↓

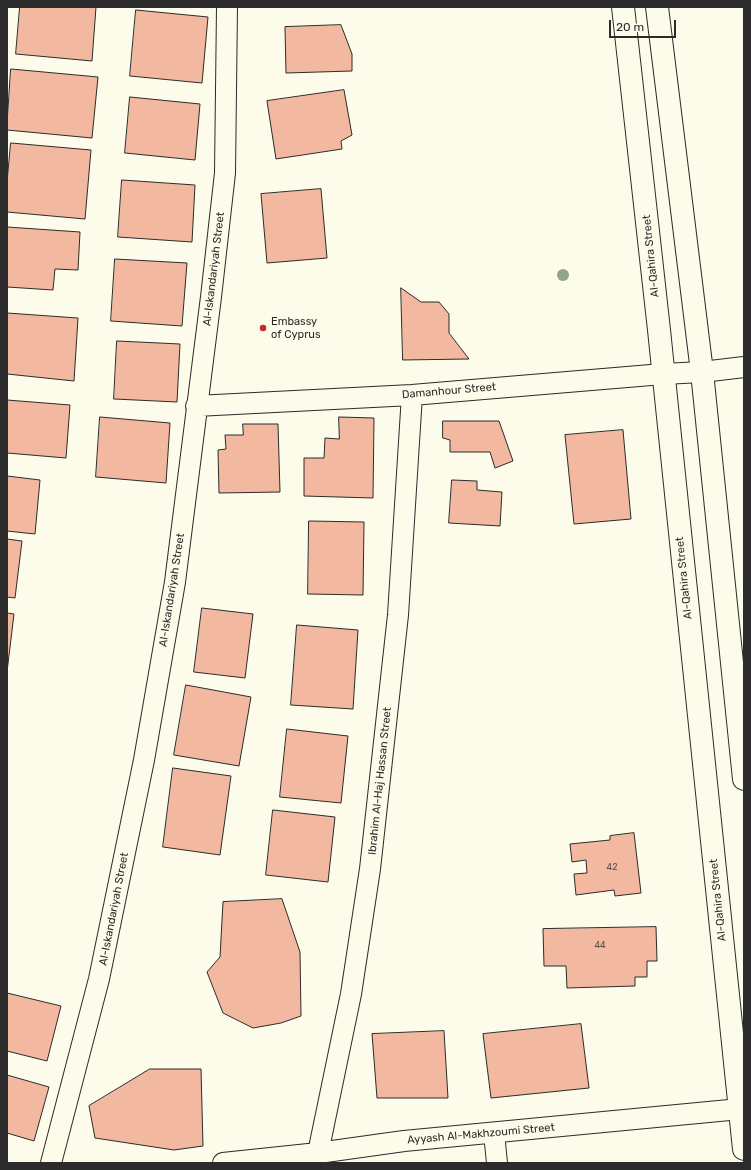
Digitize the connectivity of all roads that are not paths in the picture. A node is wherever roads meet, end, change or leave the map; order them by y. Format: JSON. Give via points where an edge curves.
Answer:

↑
↓

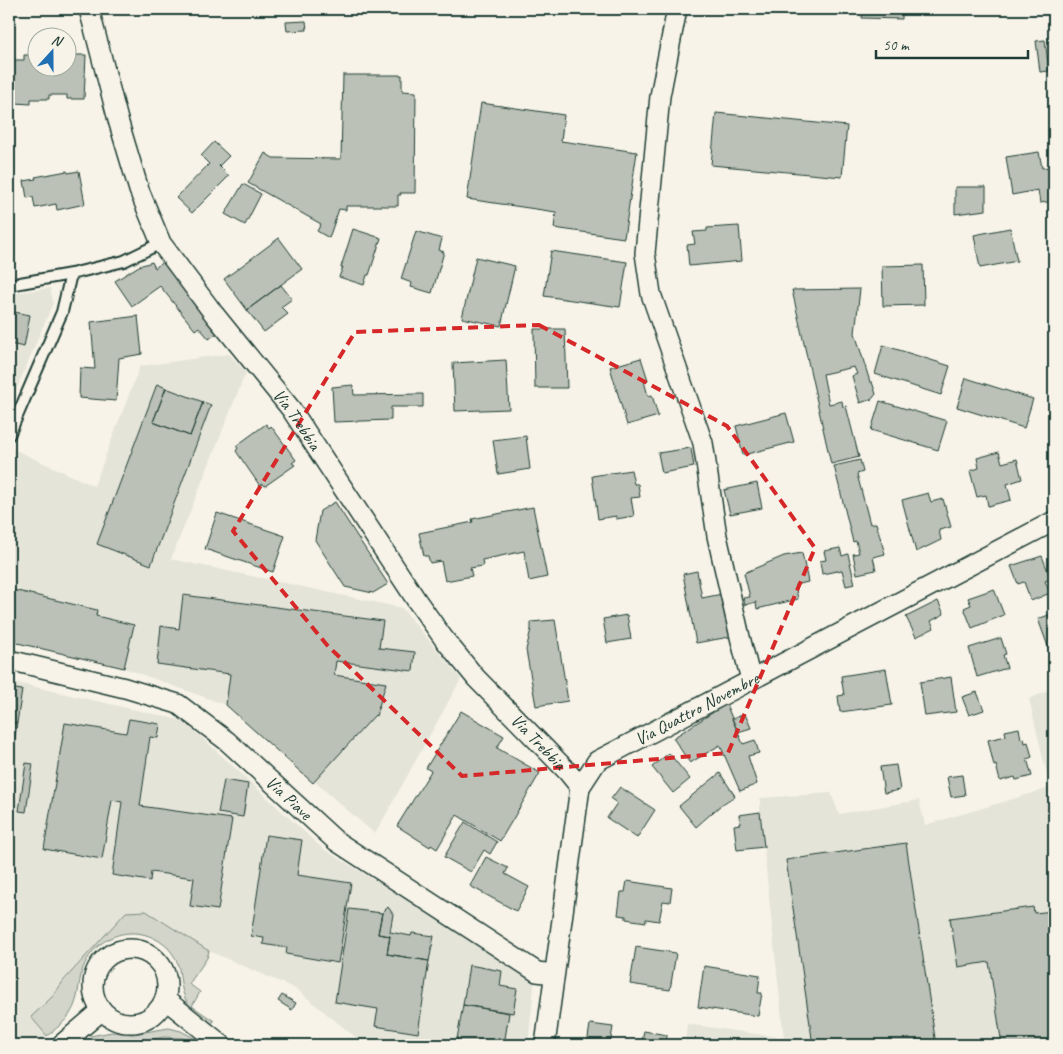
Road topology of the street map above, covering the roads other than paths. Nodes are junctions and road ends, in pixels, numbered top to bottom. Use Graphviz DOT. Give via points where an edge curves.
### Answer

↑

-- Required action --
Gather each line in these records that contains the string "roads".

-- Response to the exercise --
Digitize the connectivity of all roads that are not paths in the picture. A node is wherever roads meet, end, change or leave the map; order them by y. Format: JSON. Give via points where an edge curves.
Road topology of the street map above, covering the roads other than paths. Nodes are junctions and road ends, in pixels, numbered top to bottom. Use Graphviz DOT. Give via points where an edge curves.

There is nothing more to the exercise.